In quel tempo un delitto privato ebbe pretesto ed effetti pubblici. Era in Napoli un Giampietro, in gioventù avvocato, caldo ed onesto partigiano di monarchia, amante de’ Borboni, esiliato perciò dal re Giuseppe, richiamato da Gioacchino, intemerato sotto i re francesi. Al 1815 le sue affezioni trionfarono, ma non però il governo gli diede impiego, e della ingrata dimenticanza egli si dolse. Due anni appresso fu nominato prefetto e poi, come ho narrato, direttore di polizia; le quali cariche per sè malefiche, in tempi difficili e corrotti, gli procacciarono mumerosi nemici. Vero è che molti settarii erano stati per suo comando imprigionati o sbanditi, senza giudizio, senza difesa; pratiche inique, infeste all’innocenza, infeste per fino alla colpa, grate o necessarie a governi assoluti. Per la rivoluzione di luglio tornarono potenti quegli afflitti da lui; tornò egli privato ed oscuro, vivendo tra pochi amici e numerosa famiglia. Una notte, uomini armati, che si dissero della giustizia, andarono in sua casa; ed il capo impose a Giampietro di seguirlo: ma benchè autorevole fosse il comando, la voce balbuttiva, ed il sollecitare udivasi ansante come di misfatto, non riposato come di servizio e di zelo; mentre i compagni, evitando studiosamente la luce, nascondevano il viso alla famiglia ed ai famigliari. La moglie ed una giovane figlia furono prime ai sospetti; poi tutti della casa, e come voleva età, sesso, e misera condizione, proruppero in pianto, ed abbracciavano le ginocchia degli assassini; i quali ai lamenti più imperversavano, perchè faceva pericolo il romore. L’infelice padre, rapito sotto gli occhi di tenera moglie e di nove figliuoli, quasi all’uscio della sua casa è trafitto di 42 punte, collo stesso pugnale: gl’infami si prestavano il ferro per incrudelir sulle spoglie.

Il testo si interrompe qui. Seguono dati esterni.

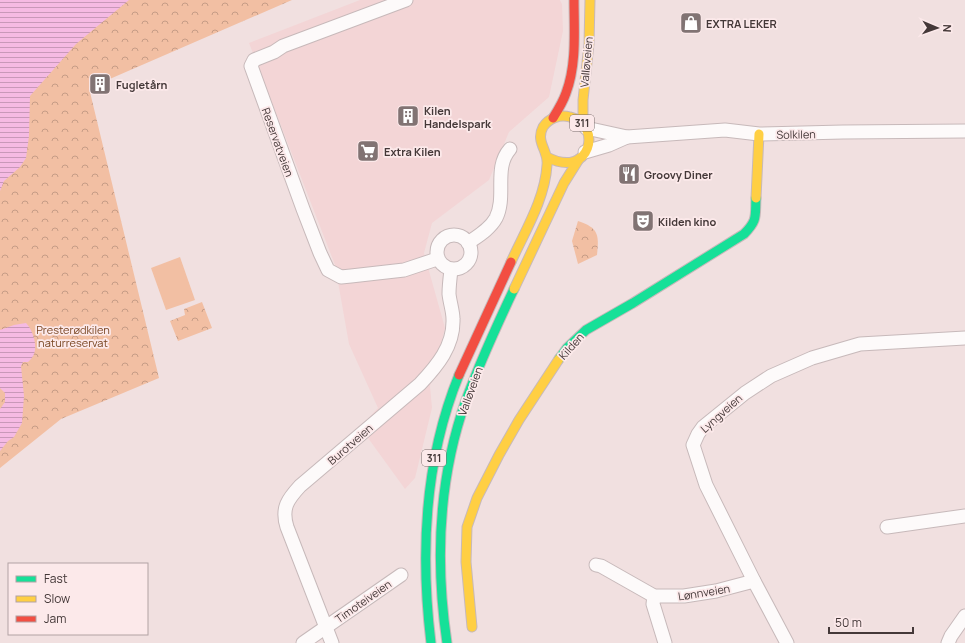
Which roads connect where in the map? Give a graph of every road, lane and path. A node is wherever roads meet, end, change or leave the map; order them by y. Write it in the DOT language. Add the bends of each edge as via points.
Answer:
graph roads {
  1 [pos="406,0"];
  2 [pos="574,0"];
  3 [pos="590,0"];
  4 [pos="553,118"];
  5 [pos="584,126"];
  6 [pos="965,131"];
  7 [pos="759,134"];
  8 [pos="627,137"];
  9 [pos="510,149"];
  10 [pos="582,156"];
  11 [pos="547,157"];
  12 [pos="468,243"];
  13 [pos="437,259"];
  14 [pos="451,270"];
  15 [pos="965,338"];
  16 [pos="965,516"];
  17 [pos="887,527"];
  18 [pos="596,565"];
  19 [pos="401,575"];
  20 [pos="754,581"];
  21 [pos="654,596"];
  22 [pos="965,616"];
  23 [pos="325,626"];
  24 [pos="472,628"];
  25 [pos="303,643"];
  26 [pos="332,643"];
  27 [pos="430,643"];
  28 [pos="447,643"];
  29 [pos="665,643"];
  30 [pos="786,643"];
  31 [pos="948,643"];
  1 -- 13 [label="street, Reservatveien" via="283,46 254,60 251,66 328,270 341,277 351,276 404,270"];
  2 -- 4 [label="main road, Valløveien / 311" via="574,42 570,75 567,90"];
  3 -- 5 [label="main road, Valløveien / 311" via="589,44 583,100"];
  4 -- 5 [label="main road, 311" via="569,116"];
  4 -- 11 [label="main road, Valløveien / 311" via="541,133 541,147"];
  5 -- 8 [label="street, Solkilen"];
  5 -- 10 [label="main road, Valløveien / 311" via="589,140"];
  6 -- 7 [label="street, Solkilen"];
  7 -- 8 [label="street, Solkilen" via="725,130"];
  7 -- 24 [label="main road, Kilden" via="755,219 750,229 586,330 567,348 519,420 477,498 468,527 466,562"];
  8 -- 10 [label="street, Solkilen"];
  9 -- 12 [label="street" via="504,158 501,202 496,218 483,233"];
  10 -- 11 [label="main road" via="571,163 563,164"];
  10 -- 28 [label="main road, Valløveien / 311" via="564,184 486,349 460,420 449,463 440,532 440,591"];
  11 -- 27 [label="main road, Valløveien / 311" via="544,185 539,201 462,364 437,442 430,476 424,531 425,597"];
  12 -- 13 [label="street" via="458,235 448,236 439,242"];
  12 -- 14 [label="street" via="471,257 468,262 460,269"];
  13 -- 14 [label="street"];
  14 -- 23 [label="street, Burotveien" via="449,289 453,317 452,334 446,352 434,369 416,388 282,501 287,527"];
  15 -- 20 [label="street, Lyngveien" via="860,344 812,358 771,376 703,427 693,445 706,485"];
  16 -- 17 [label="street"];
  18 -- 21 [label="street, Lønnveien"];
  19 -- 23 [label="street, Timoteiveien" via="335,622"];
  20 -- 21 [label="street, Lønnveien" via="684,596"];
  20 -- 30 [label="street, Lyngveien"];
  21 -- 29 [label="street" via="654,608"];
  22 -- 31 [label="street"];
  23 -- 25 [label="street, Timoteiveien"];
  23 -- 26 [label="street, Burotveien"];
}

Fatto noto il delitto, la città si spaventò, tanto più che falsamente si diceva essersi trovato scritto sopra cartello, chiodato in fronte al cadavere, numero primo. Si citavano ventisei disegnate vittime, e perocchè ciascuno a suo talento ne indicava i nomi, le fiere liste spaventavano innumerevoli cittadini. Crebbe il terrore al sentire preparato il misfatto nelle notturne adunanze di carboneria, ed all’osservare il silenzio e la pazienza dei magistrati, non già per assentimento, ma per paura. Il cavalier Medici, nominato in molti fogli, fuggì sopra nave a Civita-Vecchia, indi a Roma; e l’alto nome, il pericolo, la fuga, i discorsi screditarono la rivoluzione di Napoli, non avvertendo gli uditori quanto egli fosse falso istorico di quei fatti, e cieco giudice. Il conte Zurlo, mal visto e minacciato, cercò asilo sopra fregata francese ancorata nel porto, e l’ottenne benevolo e riverente. Altri minori non offesi nè ricercati, ma timidi o nelle pubbliche rovine ambiziosi e speranti, fuggirono, [p. 269 modifica]come il duca di Sangro tenente-generale, che avendo giurato a quel governo, e tirandone onori e stipendii, fu disertore. E non pago di un sol delitto, trasse compagno un suo giovinetto figlio, tenente nell’esercito; il quale, insino allora innocente, fece contrasto alle voglie paterne, ma infine dall’obbedienza fu vinto.